*** Block opens ***

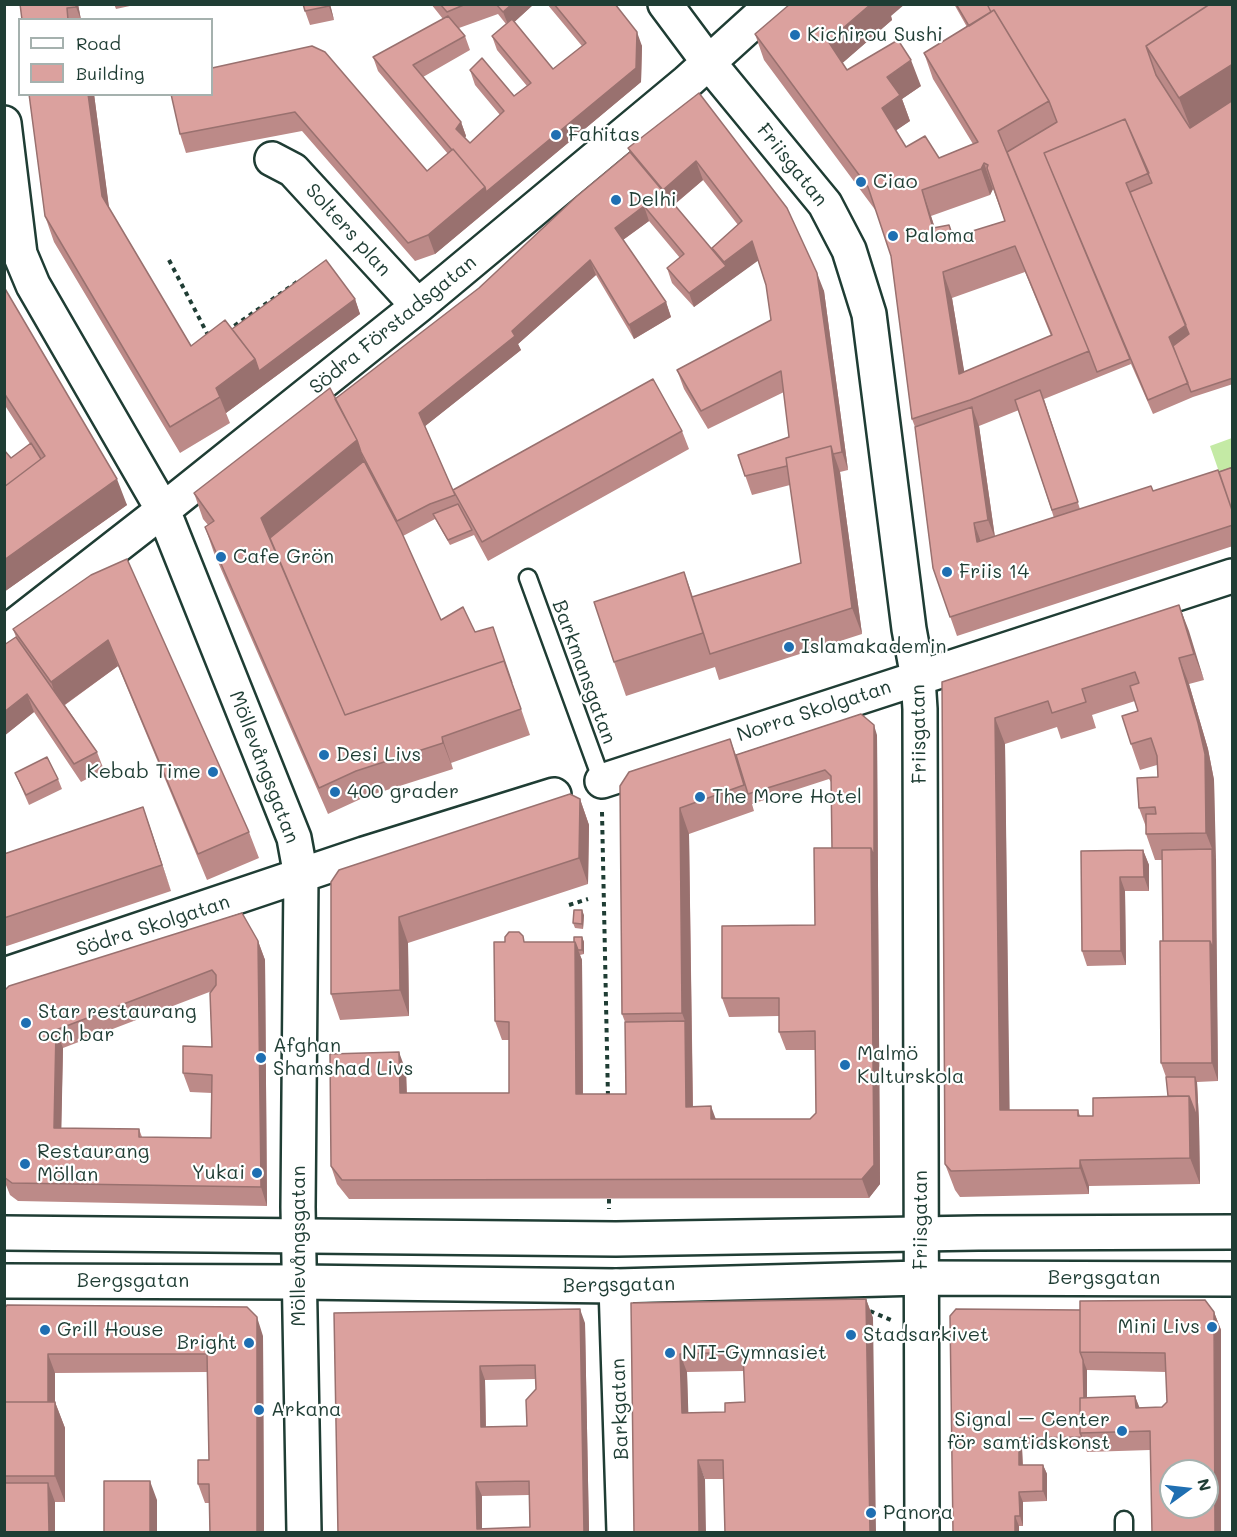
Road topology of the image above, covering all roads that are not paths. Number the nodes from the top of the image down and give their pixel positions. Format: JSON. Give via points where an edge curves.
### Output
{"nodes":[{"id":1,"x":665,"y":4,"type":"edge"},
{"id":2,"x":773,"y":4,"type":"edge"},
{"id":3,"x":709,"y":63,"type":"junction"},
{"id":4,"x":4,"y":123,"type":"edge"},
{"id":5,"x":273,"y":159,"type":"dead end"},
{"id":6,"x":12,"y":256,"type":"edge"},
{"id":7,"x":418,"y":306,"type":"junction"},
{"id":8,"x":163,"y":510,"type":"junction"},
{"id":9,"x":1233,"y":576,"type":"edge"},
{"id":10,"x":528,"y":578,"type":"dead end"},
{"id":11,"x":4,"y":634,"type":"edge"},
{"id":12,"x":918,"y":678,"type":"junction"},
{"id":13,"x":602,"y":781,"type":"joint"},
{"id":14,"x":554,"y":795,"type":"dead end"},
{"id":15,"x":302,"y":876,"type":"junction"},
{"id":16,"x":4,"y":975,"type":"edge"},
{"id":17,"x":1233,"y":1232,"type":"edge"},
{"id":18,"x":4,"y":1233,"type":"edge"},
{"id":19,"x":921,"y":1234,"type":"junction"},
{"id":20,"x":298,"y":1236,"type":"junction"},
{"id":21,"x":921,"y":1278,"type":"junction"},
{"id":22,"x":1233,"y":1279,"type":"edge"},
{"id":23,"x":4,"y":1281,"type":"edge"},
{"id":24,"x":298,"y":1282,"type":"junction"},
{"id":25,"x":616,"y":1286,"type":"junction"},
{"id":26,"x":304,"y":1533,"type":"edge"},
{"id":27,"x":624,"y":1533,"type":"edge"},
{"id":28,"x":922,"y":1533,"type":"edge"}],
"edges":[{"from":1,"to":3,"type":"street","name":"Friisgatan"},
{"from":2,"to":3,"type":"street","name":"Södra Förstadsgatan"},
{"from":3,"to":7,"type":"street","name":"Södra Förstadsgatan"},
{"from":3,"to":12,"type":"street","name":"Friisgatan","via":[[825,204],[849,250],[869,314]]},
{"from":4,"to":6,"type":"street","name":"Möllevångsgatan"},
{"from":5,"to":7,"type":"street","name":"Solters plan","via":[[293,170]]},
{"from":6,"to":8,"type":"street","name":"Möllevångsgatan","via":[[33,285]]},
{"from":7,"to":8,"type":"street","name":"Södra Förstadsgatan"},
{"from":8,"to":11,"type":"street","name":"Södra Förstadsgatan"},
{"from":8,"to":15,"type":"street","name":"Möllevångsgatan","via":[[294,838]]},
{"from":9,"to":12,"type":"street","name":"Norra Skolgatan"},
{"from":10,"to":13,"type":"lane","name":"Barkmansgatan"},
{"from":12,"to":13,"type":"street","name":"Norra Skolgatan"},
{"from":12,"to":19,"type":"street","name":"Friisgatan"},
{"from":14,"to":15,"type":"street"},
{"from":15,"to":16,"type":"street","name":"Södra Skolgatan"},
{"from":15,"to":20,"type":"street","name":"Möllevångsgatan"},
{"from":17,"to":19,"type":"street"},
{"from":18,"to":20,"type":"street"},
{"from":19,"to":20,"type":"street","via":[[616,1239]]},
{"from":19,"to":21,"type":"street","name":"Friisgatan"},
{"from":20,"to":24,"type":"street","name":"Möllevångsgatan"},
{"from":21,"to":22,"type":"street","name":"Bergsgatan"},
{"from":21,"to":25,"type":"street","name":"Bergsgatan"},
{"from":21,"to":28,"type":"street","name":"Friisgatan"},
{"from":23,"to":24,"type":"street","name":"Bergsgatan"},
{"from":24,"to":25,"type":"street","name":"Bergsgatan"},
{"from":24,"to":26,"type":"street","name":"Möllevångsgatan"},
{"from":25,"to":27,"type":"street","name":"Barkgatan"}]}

*** Block closes ***
*** Block opens ***

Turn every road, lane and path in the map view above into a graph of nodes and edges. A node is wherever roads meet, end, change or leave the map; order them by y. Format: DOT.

*** Block closes ***

## TASK:
The lines to copy are those in the records above containing the word "Format".

## RESULT OF THE TASK:
Road topology of the image above, covering all roads that are not paths. Number the nodes from the top of the image down and give their pixel positions. Format: JSON. Give via points where an edge curves.
Turn every road, lane and path in the map view above into a graph of nodes and edges. A node is wherever roads meet, end, change or leave the map; order them by y. Format: DOT.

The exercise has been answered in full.